Exercise details
Find how many lines in the material contain "RAYA"; your answer should be that number alone.

Segment Start: Entries shown

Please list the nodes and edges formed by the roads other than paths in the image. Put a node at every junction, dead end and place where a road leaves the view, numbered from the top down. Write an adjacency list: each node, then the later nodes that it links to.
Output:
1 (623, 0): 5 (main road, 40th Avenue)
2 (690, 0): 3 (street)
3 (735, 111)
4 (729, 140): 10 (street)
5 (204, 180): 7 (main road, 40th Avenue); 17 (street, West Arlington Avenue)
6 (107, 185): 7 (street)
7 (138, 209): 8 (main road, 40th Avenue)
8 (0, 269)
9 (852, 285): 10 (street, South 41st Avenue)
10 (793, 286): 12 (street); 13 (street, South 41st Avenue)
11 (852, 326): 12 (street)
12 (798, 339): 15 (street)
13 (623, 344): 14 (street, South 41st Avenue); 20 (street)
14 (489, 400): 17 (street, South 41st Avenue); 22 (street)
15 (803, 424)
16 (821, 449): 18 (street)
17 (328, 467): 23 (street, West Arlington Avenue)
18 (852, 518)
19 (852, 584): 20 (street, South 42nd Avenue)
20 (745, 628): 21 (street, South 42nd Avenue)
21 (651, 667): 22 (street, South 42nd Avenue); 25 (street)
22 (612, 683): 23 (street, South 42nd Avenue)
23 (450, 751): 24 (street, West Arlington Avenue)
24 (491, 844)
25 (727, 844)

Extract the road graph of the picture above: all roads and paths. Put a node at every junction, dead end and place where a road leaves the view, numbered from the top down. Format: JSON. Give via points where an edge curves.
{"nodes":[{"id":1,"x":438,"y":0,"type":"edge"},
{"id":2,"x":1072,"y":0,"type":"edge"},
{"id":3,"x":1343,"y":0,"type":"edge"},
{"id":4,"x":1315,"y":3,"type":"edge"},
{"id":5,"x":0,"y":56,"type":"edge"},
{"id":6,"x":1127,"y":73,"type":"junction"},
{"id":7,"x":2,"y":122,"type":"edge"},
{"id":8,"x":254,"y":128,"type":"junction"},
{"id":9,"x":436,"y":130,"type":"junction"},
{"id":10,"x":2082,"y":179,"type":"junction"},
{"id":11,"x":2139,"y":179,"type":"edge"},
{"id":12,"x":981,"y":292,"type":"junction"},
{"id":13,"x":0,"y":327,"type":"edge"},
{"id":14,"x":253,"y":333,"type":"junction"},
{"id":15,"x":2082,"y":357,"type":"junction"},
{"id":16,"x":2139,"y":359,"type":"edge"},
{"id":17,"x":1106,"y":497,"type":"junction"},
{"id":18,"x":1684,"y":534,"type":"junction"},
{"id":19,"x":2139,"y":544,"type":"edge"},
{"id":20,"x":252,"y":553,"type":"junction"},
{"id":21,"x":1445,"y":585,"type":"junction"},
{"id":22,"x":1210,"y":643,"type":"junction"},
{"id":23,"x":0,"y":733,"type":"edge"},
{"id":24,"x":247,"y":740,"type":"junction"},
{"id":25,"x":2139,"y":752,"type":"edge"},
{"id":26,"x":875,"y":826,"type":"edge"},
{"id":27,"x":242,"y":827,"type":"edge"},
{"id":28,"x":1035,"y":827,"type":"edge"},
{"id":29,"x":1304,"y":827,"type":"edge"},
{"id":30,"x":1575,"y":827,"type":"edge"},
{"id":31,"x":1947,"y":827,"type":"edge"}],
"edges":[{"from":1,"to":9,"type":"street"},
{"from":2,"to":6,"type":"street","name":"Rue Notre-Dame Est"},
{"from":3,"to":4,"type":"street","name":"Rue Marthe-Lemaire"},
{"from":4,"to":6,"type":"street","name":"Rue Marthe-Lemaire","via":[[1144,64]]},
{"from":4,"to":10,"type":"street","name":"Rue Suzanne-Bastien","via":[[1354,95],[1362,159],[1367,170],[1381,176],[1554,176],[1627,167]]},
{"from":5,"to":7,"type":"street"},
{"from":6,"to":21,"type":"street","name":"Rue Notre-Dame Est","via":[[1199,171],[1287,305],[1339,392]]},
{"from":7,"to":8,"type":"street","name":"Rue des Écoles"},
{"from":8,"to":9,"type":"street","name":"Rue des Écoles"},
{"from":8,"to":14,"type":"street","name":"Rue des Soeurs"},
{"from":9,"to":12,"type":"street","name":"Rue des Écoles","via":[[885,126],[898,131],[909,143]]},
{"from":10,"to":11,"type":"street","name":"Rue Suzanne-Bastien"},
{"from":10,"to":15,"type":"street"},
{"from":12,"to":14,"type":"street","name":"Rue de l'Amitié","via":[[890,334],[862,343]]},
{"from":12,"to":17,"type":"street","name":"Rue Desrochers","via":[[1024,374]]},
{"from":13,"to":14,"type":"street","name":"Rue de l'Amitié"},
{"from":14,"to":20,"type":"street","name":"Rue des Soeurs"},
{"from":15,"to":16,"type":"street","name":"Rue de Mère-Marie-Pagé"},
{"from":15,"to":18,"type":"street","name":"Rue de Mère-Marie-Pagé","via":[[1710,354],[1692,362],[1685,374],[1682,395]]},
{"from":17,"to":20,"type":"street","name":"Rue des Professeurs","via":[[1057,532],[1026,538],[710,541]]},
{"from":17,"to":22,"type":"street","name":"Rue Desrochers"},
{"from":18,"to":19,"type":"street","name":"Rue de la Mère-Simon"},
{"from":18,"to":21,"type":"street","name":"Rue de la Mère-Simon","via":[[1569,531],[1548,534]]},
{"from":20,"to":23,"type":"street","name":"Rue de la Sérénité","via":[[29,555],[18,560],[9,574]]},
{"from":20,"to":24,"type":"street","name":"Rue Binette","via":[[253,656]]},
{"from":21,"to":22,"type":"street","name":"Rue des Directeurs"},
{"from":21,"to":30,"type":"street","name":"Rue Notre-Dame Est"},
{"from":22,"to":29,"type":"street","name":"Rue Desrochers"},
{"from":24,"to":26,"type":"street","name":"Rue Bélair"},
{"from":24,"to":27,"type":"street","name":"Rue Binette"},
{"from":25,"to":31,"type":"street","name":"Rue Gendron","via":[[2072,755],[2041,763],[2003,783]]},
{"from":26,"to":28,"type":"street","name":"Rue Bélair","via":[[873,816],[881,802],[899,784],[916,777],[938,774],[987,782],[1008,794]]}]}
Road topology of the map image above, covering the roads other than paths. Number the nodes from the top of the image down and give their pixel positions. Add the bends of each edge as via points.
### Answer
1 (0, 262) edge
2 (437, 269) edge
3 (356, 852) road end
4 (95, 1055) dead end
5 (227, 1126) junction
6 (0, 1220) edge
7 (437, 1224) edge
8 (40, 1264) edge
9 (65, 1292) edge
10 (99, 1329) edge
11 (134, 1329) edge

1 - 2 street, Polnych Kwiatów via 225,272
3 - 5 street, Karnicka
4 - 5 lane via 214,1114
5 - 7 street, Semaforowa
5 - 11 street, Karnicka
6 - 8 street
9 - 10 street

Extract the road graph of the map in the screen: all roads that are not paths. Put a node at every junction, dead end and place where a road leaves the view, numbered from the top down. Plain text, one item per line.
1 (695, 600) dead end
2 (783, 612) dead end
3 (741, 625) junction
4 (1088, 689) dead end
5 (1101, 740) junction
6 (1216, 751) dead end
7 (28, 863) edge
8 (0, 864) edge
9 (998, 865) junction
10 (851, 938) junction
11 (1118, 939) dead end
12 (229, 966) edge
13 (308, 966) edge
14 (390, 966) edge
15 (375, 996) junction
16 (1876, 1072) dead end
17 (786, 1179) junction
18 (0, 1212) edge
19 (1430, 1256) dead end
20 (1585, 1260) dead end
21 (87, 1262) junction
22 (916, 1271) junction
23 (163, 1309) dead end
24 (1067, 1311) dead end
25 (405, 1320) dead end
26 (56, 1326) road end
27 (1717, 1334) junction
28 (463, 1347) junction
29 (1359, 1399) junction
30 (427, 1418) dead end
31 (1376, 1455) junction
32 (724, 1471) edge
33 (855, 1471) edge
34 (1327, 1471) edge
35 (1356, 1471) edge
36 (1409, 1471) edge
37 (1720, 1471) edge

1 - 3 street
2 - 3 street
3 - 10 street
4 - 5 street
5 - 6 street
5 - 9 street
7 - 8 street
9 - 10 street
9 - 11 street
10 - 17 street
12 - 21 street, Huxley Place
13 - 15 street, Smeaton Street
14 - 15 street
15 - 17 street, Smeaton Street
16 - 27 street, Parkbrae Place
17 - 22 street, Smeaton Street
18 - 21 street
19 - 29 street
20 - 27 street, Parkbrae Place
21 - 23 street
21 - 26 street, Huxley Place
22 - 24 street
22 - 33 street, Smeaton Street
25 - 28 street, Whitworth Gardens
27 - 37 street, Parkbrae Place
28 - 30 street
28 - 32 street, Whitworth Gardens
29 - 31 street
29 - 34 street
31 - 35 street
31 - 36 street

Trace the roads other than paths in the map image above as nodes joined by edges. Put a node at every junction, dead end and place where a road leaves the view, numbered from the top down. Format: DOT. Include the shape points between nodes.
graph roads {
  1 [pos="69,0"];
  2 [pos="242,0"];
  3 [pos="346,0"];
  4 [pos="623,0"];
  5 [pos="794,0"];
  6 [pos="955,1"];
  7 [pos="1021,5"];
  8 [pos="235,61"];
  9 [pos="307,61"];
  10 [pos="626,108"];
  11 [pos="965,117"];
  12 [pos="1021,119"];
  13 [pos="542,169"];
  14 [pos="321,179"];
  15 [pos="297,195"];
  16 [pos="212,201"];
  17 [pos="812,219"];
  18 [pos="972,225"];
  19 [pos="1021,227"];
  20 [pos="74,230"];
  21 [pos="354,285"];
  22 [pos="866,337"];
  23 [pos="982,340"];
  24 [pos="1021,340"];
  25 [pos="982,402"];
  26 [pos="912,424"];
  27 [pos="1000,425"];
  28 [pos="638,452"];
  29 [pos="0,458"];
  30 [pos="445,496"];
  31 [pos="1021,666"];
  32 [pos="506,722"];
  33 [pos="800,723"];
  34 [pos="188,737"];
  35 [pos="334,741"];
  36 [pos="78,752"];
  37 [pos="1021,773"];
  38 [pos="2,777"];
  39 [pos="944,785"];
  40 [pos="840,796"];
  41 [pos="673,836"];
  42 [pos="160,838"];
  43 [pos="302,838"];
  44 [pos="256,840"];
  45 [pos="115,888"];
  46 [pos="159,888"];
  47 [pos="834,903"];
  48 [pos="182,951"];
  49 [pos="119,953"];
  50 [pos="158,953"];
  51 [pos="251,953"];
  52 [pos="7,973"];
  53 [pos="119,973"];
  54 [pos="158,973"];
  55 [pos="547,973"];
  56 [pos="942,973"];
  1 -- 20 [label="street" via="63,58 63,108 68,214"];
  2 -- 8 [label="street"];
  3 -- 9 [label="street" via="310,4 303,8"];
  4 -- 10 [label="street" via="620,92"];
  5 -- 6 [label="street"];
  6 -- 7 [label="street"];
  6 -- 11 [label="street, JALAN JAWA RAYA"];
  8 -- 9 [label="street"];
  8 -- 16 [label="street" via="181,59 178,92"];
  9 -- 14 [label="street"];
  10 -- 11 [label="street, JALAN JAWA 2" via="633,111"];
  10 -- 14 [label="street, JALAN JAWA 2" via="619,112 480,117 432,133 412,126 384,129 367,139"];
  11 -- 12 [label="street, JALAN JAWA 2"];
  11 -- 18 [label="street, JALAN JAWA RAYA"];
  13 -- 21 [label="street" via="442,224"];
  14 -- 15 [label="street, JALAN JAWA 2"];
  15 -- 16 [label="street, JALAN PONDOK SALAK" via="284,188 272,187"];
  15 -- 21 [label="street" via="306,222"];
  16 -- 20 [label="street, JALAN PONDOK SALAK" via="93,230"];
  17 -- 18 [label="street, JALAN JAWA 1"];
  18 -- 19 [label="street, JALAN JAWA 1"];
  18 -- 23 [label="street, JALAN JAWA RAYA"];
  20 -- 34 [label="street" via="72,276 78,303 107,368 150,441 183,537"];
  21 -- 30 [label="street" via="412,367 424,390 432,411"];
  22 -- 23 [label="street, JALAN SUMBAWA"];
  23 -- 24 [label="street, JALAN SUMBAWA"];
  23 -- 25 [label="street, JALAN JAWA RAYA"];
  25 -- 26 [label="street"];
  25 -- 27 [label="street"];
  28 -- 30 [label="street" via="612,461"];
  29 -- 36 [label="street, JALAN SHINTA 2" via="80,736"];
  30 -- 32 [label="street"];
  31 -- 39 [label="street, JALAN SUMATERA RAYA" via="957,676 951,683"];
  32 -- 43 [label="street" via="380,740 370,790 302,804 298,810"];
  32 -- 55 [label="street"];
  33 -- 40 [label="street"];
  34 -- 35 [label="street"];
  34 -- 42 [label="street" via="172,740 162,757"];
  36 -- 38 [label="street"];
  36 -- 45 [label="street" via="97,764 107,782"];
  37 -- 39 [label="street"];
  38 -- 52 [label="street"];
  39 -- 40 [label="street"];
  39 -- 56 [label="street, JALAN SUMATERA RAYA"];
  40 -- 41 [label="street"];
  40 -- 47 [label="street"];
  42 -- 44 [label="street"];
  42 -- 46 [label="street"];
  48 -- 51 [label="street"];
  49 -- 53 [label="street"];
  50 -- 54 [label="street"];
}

Segment End: Entries shown

Result
6